Bucindolol for the Maintenance of Sinus Rhythm in a Genotype-Defined HF Population: The GENETIC-AF Trial

Abstract

Objectives: The purpose of this study was to compare the effectiveness of bucindolol with that of metoprolol succinate for the maintenance of sinus rhythm in a genetically defined heart failure (HF) population with atrial fibrillation (AF).

Background: Bucindolol is a beta-blocker whose unique pharmacologic properties provide greater benefit in HF patients with reduced ejection fraction (HFrEF) who have the beta₁-adrenergic receptor (ADRB1) Arg389Arg genotype.

Methods: A total of 267 HFrEF patients with a left ventricular ejection fraction (LVEF) <0.50, symptomatic AF, and the ADRB1 Arg389Arg genotype were randomized 1:1 to receive bucindolol or metoprolol therapy and were up-titrated to target doses. The primary endpoint of AF or atrial flutter (AFL) or all-cause mortality (ACM) was evaluated by electrocardiogram (ECG) during a 24-week period.

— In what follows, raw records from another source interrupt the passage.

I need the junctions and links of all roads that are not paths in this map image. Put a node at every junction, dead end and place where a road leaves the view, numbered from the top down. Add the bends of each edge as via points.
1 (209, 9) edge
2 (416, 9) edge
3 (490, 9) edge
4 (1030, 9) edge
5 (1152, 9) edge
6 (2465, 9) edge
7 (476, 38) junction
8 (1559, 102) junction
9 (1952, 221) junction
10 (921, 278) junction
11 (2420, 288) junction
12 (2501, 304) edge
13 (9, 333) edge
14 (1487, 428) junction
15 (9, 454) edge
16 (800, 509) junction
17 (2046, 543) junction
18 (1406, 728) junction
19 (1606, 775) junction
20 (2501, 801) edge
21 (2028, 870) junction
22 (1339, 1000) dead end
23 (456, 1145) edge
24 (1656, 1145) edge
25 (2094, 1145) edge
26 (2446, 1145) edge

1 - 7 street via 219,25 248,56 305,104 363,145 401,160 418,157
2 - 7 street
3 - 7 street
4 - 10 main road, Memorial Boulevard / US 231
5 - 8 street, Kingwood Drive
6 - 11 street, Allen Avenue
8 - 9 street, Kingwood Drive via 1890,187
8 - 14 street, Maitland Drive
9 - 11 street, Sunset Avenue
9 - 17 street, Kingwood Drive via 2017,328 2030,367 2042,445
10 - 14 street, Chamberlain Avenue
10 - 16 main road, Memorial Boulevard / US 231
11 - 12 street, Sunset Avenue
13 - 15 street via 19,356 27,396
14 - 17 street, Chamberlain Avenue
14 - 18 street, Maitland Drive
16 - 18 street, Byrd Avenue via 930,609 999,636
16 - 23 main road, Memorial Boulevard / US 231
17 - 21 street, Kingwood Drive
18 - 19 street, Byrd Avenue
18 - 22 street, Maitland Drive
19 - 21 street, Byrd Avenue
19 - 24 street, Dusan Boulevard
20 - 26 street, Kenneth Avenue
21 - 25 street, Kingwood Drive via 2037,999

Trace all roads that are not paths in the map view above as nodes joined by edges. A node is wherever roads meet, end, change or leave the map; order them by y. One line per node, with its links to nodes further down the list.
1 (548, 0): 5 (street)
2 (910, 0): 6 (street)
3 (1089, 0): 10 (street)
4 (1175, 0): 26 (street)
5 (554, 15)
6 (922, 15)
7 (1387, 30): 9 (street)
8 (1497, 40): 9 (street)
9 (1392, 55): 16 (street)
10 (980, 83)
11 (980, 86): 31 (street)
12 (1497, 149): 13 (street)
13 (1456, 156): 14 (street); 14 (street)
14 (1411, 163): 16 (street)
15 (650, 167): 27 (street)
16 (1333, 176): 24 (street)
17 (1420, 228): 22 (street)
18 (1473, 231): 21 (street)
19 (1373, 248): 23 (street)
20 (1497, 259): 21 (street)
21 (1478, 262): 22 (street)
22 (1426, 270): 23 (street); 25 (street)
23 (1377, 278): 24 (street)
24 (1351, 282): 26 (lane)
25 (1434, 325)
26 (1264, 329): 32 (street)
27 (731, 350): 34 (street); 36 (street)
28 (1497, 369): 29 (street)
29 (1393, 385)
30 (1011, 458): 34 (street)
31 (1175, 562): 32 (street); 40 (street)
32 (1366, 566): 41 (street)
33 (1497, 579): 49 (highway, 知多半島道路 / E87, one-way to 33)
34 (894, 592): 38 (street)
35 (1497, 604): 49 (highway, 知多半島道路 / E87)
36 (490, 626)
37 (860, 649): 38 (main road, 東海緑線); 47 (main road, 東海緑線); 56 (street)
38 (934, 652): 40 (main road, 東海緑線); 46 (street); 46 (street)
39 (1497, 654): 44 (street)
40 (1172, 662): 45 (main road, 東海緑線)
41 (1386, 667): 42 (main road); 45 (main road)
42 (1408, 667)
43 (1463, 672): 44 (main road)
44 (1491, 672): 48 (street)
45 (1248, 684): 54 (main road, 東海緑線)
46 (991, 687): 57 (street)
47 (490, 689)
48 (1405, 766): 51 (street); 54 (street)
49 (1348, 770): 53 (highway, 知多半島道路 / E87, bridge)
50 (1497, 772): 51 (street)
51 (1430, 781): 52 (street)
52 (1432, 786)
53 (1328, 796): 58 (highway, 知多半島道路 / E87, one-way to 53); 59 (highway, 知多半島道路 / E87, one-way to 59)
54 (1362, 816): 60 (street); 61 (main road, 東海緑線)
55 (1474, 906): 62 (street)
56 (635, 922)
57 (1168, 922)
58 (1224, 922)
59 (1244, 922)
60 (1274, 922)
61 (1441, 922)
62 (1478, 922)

Results: The hazard ratio (HR) for the primary endpoint was 1.01 (95% confidence interval [CI]: 0.71 to 1.42), but trends for bucindolol benefit were observed in several subgroups. Precision therapeutic phenotyping revealed that a differential response to bucindolol was associated with the interval of time from the initial diagnoses of AF and HF to randomization and with the onset of AF relative to that of the initial HF diagnosis. In a cohort whose first AF and HF diagnoses were <12 years prior to randomization, in which AF onset did not precede HF by more than 2 years (n = 196), the HR was 0.54 (95% CI: 0.33 to 0.87; p = 0.011).

Conclusions: Pharmacogenetically guided bucindolol therapy did not reduce the recurrence of AF/AFL or ACM compared to that of metoprolol therapy in HFrEF patients, but populations were identified who merited further investigation in future phase 3 trials.

Keywords: atrial fibrillation; beta-blocker; bucindolol; heart failure; pharmacogenetics; precision medicine.

CENTRAL ILLUSTRATION. Treatment Effect by Duration and Relative Onset of AF and HF prior to Randomization

A. 3-dimensional plot of HF DxT (x-axis) and AF DxT (y-axis) versus treatment effect (z-axis). B. 3-dimensional plot of AF onset prior to HF (x-axis) and HF onset prior to AF (y-axis) versus treatment effect (z-axis). Hazard ratio is for time to AF/AFL/ACM endpoint. HF DxT=time from initial HF diagnosis to randomization. AF DxT=time from initial AF diagnosis to randomization. DTRI (Diagnosis to Randomization Index) = HF DxT − AF DxT. AF onset prior to HF = absolute value of DTRI lower bound. HF onset prior to AF = DTRI upper bound.

FIGURE 1. Consort Diagram

Proportion of patients with the ADRB1 Arg389Arg genotype was consistent with previous findings (–11)

FIGURE 2. Time to First AF/AFL/ACM Event

Cox proportional hazards model adjusted for the four randomization strata. Non-stratified hazard ratio = 0.96 (95% CI: 0.69, 1.33). Stratified analysis including adjustment for previous use of class III anti-arrhythmic drugs (yes/no): HR = 0.92 (95% CI: 0.63, 1.33).

FIGURE 3. Time to First Event of AF/AFL/ACM in the Device Substudy

A. Device-based detection. B. ECG-based detection. For device-based detection an AF/AFL event was defined as AF burden ≥ 6 hours per day. Non-stratified Cox proportional hazards model.

FIGURE 4. Time to First Event of AF/AFL/ACM in the DxT12/DTRI-2 Cohort

A. ECG-based detection in the entire cohort. B. Device-based detection in the substudy cohort. For device-based detection an AF/AFL event=AF burden ≥6 hours per day. HR=hazard ratio. FU=follow-up.